# [Problem statement]
Pull every line of the entries that has the word "Corazon".

=== Begin Enclosure ===

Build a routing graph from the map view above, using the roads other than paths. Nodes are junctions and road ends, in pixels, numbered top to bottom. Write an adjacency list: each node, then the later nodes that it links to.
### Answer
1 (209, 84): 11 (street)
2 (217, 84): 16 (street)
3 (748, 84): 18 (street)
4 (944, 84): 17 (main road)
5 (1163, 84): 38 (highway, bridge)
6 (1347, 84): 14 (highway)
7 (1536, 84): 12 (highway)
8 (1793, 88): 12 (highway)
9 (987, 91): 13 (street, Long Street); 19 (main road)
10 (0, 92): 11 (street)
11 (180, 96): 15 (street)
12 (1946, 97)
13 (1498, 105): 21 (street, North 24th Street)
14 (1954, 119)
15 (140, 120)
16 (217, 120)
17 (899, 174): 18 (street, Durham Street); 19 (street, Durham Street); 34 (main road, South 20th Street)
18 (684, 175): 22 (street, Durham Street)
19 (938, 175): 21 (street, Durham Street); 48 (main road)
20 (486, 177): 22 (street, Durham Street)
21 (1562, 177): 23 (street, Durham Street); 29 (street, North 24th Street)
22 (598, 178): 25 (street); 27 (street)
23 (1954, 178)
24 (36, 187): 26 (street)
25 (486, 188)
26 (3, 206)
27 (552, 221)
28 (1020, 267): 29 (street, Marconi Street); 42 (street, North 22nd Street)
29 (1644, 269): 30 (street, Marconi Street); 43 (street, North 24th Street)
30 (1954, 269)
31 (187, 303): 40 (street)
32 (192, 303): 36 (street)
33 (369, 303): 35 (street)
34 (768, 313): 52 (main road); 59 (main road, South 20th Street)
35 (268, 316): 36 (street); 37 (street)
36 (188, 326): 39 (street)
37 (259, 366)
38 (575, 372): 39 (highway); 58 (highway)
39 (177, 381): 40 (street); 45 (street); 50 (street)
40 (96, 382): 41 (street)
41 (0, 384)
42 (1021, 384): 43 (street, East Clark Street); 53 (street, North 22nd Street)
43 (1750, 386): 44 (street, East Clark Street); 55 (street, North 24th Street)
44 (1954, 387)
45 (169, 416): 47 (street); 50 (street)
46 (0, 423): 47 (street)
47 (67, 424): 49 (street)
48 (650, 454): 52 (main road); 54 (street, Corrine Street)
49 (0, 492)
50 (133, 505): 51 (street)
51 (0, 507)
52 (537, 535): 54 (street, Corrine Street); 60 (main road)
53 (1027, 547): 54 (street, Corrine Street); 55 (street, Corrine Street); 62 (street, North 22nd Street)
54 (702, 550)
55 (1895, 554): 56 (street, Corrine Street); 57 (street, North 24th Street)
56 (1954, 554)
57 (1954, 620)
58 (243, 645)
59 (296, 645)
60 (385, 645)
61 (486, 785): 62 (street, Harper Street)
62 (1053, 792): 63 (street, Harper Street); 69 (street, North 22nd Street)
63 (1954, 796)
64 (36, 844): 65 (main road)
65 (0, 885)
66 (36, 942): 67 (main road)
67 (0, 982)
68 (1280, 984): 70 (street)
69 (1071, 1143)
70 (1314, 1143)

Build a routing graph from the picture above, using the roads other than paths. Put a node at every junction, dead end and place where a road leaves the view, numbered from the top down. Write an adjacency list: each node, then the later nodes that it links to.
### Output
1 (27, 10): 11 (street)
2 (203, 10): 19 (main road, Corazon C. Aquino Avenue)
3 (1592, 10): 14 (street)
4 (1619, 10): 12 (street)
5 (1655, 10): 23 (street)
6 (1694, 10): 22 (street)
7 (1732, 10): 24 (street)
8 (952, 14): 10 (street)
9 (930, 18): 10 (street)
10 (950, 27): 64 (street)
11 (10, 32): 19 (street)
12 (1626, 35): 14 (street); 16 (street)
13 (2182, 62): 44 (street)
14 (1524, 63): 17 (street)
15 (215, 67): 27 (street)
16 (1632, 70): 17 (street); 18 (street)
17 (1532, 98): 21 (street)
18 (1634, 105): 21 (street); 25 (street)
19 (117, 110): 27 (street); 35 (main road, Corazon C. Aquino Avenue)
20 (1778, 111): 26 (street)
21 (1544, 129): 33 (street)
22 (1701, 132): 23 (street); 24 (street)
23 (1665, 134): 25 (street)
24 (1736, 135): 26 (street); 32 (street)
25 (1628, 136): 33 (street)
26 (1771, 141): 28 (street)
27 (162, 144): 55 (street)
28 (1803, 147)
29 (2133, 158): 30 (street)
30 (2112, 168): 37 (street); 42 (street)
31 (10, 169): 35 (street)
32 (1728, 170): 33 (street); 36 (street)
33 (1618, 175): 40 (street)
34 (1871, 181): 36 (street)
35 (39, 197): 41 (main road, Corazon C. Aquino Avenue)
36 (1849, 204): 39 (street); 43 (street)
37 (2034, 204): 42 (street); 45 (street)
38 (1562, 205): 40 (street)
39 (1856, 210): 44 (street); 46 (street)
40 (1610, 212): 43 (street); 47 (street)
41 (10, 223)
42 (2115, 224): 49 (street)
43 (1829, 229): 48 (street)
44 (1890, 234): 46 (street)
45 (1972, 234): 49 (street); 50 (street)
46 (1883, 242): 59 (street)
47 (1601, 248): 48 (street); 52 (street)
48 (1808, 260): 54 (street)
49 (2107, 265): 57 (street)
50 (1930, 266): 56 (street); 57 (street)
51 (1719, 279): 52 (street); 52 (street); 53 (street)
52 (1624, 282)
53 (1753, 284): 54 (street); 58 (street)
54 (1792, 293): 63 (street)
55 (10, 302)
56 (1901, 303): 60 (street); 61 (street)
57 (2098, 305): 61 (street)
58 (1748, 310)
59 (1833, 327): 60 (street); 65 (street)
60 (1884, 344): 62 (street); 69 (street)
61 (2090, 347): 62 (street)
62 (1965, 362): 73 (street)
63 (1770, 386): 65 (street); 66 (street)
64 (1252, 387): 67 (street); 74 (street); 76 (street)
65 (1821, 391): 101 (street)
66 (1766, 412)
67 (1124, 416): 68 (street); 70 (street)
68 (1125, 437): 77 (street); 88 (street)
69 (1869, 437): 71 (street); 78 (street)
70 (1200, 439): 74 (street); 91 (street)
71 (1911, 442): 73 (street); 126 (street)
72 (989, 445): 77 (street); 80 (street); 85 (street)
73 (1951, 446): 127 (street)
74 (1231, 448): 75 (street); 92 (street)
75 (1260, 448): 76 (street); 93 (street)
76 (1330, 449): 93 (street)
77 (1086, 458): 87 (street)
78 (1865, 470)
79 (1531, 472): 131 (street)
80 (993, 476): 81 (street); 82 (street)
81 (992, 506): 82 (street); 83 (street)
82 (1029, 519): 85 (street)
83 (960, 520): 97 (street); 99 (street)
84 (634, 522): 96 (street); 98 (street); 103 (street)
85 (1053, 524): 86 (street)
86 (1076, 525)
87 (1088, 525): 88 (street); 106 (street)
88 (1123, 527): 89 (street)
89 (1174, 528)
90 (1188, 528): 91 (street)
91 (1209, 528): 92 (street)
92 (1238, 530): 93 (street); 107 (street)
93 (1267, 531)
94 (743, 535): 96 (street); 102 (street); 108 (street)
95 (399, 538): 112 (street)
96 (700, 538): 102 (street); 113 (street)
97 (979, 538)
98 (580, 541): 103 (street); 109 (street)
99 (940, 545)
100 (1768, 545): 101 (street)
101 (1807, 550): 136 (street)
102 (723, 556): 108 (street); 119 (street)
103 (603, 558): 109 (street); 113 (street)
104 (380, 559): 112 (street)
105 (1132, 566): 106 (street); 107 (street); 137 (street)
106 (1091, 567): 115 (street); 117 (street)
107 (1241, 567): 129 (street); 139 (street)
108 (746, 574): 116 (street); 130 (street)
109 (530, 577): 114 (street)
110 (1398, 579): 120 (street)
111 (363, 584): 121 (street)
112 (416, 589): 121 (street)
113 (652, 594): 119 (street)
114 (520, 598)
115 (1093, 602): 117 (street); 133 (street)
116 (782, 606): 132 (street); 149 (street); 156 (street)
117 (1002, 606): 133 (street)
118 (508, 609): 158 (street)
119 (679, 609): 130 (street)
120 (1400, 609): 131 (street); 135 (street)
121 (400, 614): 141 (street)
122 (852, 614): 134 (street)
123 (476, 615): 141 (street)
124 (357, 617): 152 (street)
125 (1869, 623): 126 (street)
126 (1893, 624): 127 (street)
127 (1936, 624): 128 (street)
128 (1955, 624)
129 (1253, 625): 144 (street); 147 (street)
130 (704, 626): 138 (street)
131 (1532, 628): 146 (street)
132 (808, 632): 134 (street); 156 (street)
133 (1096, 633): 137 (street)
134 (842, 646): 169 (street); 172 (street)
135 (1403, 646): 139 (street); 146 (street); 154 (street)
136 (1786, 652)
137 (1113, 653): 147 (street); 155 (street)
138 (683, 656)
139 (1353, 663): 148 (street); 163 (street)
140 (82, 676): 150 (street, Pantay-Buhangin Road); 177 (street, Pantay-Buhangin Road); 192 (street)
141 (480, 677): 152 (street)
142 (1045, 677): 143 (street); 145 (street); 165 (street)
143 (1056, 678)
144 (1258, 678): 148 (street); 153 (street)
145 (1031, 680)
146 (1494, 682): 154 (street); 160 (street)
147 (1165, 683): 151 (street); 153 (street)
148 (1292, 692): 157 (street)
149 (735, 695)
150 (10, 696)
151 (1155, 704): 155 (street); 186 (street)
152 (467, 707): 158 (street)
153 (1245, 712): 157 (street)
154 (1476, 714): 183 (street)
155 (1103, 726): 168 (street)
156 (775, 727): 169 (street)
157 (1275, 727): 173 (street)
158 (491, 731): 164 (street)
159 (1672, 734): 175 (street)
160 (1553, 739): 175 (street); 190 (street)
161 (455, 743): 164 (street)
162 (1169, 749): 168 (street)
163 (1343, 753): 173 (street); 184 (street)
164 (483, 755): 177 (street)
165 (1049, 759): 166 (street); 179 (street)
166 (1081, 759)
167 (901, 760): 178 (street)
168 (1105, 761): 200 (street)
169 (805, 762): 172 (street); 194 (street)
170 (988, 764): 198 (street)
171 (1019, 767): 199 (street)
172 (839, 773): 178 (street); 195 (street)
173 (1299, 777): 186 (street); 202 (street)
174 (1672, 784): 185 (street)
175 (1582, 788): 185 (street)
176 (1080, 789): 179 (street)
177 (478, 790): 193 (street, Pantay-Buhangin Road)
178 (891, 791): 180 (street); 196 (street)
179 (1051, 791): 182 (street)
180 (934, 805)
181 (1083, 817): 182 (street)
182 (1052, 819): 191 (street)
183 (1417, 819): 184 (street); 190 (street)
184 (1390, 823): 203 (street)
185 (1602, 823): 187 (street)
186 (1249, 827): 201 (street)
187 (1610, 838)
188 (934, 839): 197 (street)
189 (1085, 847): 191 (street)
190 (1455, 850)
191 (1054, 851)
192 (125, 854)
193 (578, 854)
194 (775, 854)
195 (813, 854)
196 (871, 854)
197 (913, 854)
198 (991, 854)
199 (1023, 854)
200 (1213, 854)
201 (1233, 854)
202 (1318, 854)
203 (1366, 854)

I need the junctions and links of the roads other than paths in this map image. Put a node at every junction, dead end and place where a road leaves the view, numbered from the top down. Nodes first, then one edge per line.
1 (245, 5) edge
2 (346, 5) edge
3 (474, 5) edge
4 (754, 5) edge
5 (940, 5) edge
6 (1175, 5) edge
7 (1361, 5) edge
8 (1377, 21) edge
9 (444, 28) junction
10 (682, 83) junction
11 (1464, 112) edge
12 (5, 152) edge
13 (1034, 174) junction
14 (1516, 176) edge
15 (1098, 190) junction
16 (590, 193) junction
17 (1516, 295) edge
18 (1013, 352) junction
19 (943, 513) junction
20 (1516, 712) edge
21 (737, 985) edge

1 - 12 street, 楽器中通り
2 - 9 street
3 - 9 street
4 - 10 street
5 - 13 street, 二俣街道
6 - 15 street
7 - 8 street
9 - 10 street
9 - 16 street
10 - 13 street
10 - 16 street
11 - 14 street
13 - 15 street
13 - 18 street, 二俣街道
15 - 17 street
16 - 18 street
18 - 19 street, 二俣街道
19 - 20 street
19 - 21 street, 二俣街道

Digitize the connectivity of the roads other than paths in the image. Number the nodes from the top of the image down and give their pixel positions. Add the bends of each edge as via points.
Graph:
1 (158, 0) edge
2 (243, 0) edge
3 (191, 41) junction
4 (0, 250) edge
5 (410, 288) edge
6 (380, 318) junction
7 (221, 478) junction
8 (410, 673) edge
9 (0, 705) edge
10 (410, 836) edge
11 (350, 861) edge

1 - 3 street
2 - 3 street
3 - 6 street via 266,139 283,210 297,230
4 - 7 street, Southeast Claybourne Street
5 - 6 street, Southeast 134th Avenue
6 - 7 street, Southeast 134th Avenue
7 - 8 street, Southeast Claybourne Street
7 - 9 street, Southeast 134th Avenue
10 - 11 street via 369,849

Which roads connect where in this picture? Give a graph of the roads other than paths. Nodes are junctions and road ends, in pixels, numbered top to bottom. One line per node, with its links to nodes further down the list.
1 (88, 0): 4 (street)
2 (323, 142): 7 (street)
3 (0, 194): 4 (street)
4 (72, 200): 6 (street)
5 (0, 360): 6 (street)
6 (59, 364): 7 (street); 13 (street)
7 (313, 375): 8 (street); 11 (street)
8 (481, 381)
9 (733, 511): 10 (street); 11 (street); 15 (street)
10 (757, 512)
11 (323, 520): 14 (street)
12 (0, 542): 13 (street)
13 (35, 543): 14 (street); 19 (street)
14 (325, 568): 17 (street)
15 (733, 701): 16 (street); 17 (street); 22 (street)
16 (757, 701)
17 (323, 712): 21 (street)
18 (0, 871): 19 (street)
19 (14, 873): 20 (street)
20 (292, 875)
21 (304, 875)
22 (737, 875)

=== End Enclosure ===

# [Reply]
2 (203, 10): 19 (main road, Corazon C. Aquino Avenue)
19 (117, 110): 27 (street); 35 (main road, Corazon C. Aquino Avenue)
35 (39, 197): 41 (main road, Corazon C. Aquino Avenue)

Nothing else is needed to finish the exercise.